From: Tomas Vondra <tomas(dot)vondra(at)2ndquadrant(dot)com>
To: James Coleman <jtc331(at)gmail(dot)com>
Cc: Peter Geoghegan <pg(at)bowt(dot)ie>, Simon Riggs <simon(at)2ndquadrant(dot)com>, Rafia Sabih <rafia(dot)pghackers(at)gmail(dot)com>, Shaun Thomas <shaun(dot)thomas(at)2ndquadrant(dot)com>, Dmitry Dolgov <9erthalion6(at)gmail(dot)com>, Alexander Korotkov <a(dot)korotkov(at)postgrespro(dot)ru>, Tom Lane <tgl(at)sss(dot)pgh(dot)pa(dot)us>, PostgreSQL Developers <pgsql-hackers(at)lists(dot)postgresql(dot)org>
Subject: Re: [PATCH] Incremental sort (was: PoC: Partial sort)
Date: 2019-07-20 16:59:51
Message-ID: 20190720165951.m6adwbqi26bsfbjb@development
Views: Raw Message | Whole Thread | Download mbox | Resend email
Thread:
Lists: pgsql-hackers

On Sat, Jul 20, 2019 at 12:21:01PM -0400, James Coleman wrote:
>On Sat, Jul 20, 2019 at 12:12 PM James Coleman <jtc331(at)gmail(dot)com> wrote:
>>
>> On Sat, Jul 20, 2019 at 11:25 AM Tomas Vondra
>> <tomas(dot)vondra(at)2ndquadrant(dot)com> wrote:
>> ...
>> > >My current line of investigation is whether we need to do anything in
>> > >the parallel portion of create_ordered_paths(). I noticed that the
>> > >first-pass patch adding generate_useful_gather_paths() modified that
>> > >section but wasn't actually adding any new gather-merge paths (just
>> > >bare incremental sort paths).

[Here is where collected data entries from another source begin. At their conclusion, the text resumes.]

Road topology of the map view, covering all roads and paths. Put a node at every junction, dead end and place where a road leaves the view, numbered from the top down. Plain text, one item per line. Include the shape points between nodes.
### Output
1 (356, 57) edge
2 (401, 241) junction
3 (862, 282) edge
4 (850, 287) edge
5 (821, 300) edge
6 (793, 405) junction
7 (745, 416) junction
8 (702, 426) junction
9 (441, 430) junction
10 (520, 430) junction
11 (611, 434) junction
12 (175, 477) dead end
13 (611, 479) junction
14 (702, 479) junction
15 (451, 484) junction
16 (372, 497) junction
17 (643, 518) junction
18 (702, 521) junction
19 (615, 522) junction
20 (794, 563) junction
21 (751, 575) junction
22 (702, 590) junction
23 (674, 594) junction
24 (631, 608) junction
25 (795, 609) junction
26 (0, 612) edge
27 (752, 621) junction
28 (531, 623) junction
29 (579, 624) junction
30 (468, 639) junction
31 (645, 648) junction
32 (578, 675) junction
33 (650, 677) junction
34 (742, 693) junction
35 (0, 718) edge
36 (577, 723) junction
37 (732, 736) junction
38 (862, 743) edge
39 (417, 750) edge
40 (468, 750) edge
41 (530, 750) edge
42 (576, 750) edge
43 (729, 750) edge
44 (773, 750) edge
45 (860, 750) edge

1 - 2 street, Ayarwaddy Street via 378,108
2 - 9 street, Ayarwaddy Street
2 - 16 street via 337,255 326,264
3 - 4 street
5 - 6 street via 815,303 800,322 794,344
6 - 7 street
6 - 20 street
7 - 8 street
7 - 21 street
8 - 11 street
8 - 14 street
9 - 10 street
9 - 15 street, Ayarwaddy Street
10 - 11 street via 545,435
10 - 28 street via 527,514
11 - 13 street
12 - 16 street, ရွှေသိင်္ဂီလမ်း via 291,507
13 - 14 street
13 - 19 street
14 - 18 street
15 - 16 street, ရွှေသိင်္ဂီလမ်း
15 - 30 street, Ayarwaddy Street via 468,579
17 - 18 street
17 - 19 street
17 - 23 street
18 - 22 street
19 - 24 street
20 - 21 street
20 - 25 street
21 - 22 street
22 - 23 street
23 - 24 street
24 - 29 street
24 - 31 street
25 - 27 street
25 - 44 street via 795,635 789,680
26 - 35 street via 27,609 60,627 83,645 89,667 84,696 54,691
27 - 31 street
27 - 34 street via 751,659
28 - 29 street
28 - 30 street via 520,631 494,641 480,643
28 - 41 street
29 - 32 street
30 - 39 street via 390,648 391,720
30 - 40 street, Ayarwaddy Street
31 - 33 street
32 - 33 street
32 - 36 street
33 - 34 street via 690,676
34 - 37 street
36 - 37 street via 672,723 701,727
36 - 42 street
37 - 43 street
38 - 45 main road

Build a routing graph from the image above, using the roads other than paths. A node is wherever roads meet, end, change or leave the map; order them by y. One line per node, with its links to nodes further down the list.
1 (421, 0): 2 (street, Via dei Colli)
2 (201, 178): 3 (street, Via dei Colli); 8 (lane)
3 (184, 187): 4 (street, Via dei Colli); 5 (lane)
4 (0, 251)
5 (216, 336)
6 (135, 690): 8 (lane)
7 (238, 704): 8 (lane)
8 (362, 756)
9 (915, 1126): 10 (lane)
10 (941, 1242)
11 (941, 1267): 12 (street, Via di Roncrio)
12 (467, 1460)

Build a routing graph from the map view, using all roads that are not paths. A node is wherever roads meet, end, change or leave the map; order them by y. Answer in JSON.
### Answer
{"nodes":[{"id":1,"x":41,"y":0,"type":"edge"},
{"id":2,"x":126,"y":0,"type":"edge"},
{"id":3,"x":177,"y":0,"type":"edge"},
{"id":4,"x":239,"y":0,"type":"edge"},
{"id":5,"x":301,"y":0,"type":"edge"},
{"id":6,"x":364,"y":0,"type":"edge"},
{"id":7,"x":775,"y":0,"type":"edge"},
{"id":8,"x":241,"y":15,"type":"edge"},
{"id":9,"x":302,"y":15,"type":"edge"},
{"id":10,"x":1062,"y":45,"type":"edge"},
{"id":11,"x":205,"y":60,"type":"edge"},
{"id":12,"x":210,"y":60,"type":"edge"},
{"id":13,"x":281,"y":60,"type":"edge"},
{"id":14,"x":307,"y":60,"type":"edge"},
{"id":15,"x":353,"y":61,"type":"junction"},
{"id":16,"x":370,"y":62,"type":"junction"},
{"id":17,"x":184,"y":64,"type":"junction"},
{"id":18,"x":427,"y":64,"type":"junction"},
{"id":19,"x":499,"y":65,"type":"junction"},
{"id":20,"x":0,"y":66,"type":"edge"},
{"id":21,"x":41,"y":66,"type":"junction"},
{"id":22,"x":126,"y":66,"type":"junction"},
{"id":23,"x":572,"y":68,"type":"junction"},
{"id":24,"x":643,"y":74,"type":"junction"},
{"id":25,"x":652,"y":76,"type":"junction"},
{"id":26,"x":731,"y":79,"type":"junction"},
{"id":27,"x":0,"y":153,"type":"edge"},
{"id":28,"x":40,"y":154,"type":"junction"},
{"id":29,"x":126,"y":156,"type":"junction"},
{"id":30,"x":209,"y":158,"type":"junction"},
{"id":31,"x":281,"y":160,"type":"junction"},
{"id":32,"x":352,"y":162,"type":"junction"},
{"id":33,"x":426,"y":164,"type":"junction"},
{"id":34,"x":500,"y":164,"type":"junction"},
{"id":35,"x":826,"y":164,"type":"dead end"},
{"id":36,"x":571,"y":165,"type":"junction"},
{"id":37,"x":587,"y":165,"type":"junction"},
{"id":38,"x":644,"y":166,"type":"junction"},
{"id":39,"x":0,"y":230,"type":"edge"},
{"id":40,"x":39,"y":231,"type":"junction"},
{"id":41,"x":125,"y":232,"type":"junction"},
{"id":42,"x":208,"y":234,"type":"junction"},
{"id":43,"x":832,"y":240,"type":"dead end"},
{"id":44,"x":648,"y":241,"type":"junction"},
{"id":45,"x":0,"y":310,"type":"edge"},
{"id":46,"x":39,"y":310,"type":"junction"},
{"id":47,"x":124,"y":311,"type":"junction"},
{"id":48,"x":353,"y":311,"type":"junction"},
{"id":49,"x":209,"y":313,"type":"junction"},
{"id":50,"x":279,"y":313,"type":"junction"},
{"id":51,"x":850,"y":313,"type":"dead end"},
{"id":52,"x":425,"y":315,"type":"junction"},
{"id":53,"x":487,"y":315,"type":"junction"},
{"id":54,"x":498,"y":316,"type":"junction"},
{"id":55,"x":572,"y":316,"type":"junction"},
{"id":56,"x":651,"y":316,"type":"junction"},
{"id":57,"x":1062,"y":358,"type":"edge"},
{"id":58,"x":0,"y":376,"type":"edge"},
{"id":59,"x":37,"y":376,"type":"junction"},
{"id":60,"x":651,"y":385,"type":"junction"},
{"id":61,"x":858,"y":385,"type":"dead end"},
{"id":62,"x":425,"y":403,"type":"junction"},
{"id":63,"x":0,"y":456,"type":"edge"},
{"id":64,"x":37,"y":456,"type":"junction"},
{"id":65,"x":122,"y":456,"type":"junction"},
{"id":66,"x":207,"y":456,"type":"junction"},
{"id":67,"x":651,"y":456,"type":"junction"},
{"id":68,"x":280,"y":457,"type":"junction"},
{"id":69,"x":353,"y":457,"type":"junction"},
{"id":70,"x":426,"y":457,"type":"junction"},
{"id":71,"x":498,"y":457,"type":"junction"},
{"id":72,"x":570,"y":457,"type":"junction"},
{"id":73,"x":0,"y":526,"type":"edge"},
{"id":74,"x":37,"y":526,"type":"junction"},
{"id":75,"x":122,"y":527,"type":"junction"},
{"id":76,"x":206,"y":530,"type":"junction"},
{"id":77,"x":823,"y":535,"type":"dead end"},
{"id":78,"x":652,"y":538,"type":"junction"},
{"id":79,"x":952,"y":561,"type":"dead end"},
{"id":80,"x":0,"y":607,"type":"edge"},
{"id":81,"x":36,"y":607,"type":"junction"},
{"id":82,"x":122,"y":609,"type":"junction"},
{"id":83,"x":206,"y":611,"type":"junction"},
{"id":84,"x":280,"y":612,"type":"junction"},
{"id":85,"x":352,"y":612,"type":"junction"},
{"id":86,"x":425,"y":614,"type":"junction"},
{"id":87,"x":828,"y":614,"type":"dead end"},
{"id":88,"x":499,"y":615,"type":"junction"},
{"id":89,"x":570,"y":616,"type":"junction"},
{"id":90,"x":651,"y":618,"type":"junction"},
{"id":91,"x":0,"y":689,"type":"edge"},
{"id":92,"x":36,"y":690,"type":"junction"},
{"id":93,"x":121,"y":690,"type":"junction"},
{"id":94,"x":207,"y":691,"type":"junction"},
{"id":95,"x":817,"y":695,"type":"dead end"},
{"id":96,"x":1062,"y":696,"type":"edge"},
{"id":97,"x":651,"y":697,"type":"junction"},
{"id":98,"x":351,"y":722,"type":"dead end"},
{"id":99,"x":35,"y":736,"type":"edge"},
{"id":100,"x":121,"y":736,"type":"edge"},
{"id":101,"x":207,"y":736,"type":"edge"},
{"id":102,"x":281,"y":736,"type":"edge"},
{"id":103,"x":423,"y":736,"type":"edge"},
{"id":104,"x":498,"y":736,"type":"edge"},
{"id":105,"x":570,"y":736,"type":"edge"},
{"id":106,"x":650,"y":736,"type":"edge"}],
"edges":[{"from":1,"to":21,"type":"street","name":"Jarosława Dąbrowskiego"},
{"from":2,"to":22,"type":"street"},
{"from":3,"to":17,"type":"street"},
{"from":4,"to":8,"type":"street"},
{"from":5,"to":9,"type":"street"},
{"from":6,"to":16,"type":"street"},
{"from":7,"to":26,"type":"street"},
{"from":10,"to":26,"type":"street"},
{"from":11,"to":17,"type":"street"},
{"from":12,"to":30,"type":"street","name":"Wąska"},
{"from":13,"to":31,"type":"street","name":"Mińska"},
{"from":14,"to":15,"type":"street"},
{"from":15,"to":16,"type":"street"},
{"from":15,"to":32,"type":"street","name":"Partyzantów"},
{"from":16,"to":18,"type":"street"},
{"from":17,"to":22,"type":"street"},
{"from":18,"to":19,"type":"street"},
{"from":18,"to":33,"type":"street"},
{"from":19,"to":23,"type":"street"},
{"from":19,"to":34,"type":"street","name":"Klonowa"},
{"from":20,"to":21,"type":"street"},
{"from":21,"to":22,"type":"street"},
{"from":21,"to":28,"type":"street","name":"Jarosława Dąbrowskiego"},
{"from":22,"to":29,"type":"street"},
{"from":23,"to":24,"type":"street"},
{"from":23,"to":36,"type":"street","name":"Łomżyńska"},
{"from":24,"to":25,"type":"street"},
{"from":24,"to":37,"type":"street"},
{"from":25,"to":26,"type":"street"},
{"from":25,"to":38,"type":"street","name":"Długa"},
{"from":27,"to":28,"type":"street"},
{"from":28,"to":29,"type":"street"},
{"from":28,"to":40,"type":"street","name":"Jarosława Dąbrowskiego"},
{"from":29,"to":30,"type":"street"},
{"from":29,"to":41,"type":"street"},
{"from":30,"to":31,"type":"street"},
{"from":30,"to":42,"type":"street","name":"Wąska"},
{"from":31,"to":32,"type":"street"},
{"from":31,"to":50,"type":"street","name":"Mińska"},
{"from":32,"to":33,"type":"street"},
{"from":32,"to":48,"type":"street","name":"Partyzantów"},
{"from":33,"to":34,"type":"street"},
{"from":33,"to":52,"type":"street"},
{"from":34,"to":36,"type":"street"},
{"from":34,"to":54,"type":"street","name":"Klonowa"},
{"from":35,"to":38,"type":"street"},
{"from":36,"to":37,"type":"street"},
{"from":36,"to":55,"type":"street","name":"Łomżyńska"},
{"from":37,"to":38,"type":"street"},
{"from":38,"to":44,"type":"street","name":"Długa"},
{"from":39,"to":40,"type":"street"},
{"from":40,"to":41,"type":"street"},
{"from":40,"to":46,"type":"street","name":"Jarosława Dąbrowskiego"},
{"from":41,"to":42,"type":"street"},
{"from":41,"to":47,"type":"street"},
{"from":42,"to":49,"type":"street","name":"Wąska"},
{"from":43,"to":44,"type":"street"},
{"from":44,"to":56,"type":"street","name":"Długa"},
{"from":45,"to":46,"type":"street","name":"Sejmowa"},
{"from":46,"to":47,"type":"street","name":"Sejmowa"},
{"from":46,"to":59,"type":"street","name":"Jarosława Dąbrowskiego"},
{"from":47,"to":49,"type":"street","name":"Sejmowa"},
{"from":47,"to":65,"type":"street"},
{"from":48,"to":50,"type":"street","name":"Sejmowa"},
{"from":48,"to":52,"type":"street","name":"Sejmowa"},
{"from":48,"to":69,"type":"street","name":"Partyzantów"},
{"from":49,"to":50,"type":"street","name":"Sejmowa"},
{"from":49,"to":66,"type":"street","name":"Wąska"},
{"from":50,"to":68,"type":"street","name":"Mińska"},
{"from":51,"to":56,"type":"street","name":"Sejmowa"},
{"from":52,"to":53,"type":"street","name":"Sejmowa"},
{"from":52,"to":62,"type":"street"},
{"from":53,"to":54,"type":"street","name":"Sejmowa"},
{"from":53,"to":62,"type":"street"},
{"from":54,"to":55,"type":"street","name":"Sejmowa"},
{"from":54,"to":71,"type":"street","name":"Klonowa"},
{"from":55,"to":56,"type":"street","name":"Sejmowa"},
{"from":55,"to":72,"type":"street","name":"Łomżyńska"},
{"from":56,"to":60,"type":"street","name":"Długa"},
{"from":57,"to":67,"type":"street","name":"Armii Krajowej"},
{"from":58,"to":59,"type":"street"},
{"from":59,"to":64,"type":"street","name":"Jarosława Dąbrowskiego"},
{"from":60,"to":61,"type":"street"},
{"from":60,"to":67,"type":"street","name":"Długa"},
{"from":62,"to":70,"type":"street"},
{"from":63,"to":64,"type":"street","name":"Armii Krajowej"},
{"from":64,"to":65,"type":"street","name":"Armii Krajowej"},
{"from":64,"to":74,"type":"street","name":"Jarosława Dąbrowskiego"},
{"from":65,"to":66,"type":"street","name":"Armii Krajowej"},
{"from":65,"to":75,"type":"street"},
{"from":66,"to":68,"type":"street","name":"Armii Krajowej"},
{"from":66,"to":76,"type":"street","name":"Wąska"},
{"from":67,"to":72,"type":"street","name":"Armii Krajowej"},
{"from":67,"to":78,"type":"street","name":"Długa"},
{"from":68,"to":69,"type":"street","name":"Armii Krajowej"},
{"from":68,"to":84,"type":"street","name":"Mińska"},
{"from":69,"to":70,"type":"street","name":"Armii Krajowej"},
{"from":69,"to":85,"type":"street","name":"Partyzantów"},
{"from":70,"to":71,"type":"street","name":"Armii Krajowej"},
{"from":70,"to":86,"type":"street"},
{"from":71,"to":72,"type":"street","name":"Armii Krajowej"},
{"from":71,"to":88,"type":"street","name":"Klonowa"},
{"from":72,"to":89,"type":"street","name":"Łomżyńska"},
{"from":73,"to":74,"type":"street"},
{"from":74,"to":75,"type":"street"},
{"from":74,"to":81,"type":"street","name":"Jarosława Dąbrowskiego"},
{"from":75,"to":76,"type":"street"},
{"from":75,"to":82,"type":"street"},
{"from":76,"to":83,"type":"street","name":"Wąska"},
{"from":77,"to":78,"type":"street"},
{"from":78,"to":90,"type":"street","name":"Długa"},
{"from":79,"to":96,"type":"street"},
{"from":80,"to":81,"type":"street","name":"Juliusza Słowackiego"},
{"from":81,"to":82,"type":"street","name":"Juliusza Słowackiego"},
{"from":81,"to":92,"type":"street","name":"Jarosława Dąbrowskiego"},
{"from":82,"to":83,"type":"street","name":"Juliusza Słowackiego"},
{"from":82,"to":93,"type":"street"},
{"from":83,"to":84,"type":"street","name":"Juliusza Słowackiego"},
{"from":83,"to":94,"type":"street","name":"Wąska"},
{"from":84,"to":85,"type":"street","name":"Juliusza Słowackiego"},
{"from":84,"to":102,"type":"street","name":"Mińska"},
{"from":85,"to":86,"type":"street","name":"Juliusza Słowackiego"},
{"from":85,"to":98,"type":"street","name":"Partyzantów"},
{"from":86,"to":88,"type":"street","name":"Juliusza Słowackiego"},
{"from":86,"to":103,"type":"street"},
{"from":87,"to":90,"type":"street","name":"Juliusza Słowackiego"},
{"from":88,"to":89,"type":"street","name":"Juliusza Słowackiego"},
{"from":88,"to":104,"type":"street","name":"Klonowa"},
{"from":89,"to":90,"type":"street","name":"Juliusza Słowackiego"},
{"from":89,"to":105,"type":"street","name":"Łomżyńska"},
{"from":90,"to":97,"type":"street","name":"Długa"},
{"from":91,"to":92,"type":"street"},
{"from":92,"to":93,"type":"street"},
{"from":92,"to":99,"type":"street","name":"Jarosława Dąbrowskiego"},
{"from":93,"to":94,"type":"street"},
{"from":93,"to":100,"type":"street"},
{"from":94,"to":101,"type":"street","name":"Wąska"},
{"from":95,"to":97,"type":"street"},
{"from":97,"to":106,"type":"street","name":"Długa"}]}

That seems pretty clearly just a
>> > >prototype miss, so I modified the prototype to build gather-merge
>> > >paths instead (as a side note that change seems to fix an oddity I was
>> > >seeing where plans would include a parallel index scan node even
>> > >though they weren't parallel plans). While the resulting plan for
>> > >something like:
>> > >
>> >
>> > Yes, that seems to be a bug. The block above it clealy has a gather
>> > merge nodes, so this one should too.
>> >
>> > >explain analyze select * from t where t.a in (1,2,3,4,5,6) order by
>> > >t.a, t.b limit 50;
>> > >
>> > >changes cost (to be cheaper) ever so slightly with the gather-merge
>> > >addition to create_ordered_paths(), the plan itself is otherwise
>> > >identical (including row estimates):
>> > >
>> > >Limit
>> > > -> Gather Merge
>> > > -> Incremental Sort
>> > > -> Parallel Index Scan
>> > >
>> > >(Note: I'm forcing parallel plans here with: set
>> > >max_parallel_workers_per_gather=4; set min_parallel_table_scan_size=0;
>> > >set parallel_tuple_cost=0; set parallel_setup_cost=0; set
>> > >min_parallel_index_scan_size=0;)
>> > >
>> > >I can't seem to come up with a case where adding these gather-merge
>> > >paths in create_ordered_paths() isn't entirely duplicative of paths
>> > >already created by generate_useful_gather_paths() as called from
>> > >apply_scanjoin_target_to_paths() -- which I _think_ makes sense given
>> > >that both apply_scanjoin_target_to_paths() and create_ordered_paths()
>> > >are called by grouping_planner().
>> > >
>> > >Can you think of a case I'm missing here that would make it valuable
>> > >to generate new parallel plans in create_ordered_paths()?
>> > >
>> >
>> > Good question. Not sure. I think such path would need to do something on
>> > a relation that is neither a join nor a scan - in which case the path
>> > should not be created by apply_scanjoin_target_to_paths().
>> >
>> > So for example a query like this:
>> >
>> > SELECT
>> > a, b, sum(expensive_function(c))
>> > FROM
>> > t
>> > GROUP BY a,b
>> > ORDER BY a,sum(...) LIMIT 10;
>> >
>> > should be able to produce a plan like this:
>> >
>> > -> Limit
>> > -> Gather Merge
>> > -> Incremental Sort (pathkeys: a, sum)
>> > -> Group Aggregate
>> > a, b, sum(expensive_function(c))
>> > -> Index Scan (pathkeys: a, b)
>> >
>> > or something like that, maybe. I haven't tried this, though. The other
>> > question is whether such queries are useful in practice ...
>>
>> Hmm, when I step through on that example input_rel->partial_pathlist
>> != NIL is false, so we don't even attempt to consider any extra
>> parallel paths in create_ordered_paths(). Nonetheless we get a
>> parallel plan, but with a different shape:
>>
>> Limit
>> -> Incremental Sort
>> Sort Key: a, (sum(expensive_function(c)))
>> Presorted Key: a
>> -> Finalize GroupAggregate
>> Group Key: a, b
>> -> Gather Merge
>> Workers Planned: 4
>> -> Partial GroupAggregate
>> Group Key: a, b
>> -> Sort
>> Sort Key: a, b
>> -> Parallel Seq Scan on t
>>
>> (or if I disable seqscan then the sort+seq scan above becomes inc sort
>> + index scan)
>>
>> To be honest, I don't think I understand how you would get a plan like
>> that anyway since the index here only has "a" and so can't provide
>> (pathkeys: a, b).
>>
>> Perhaps there's something I'm still missing though.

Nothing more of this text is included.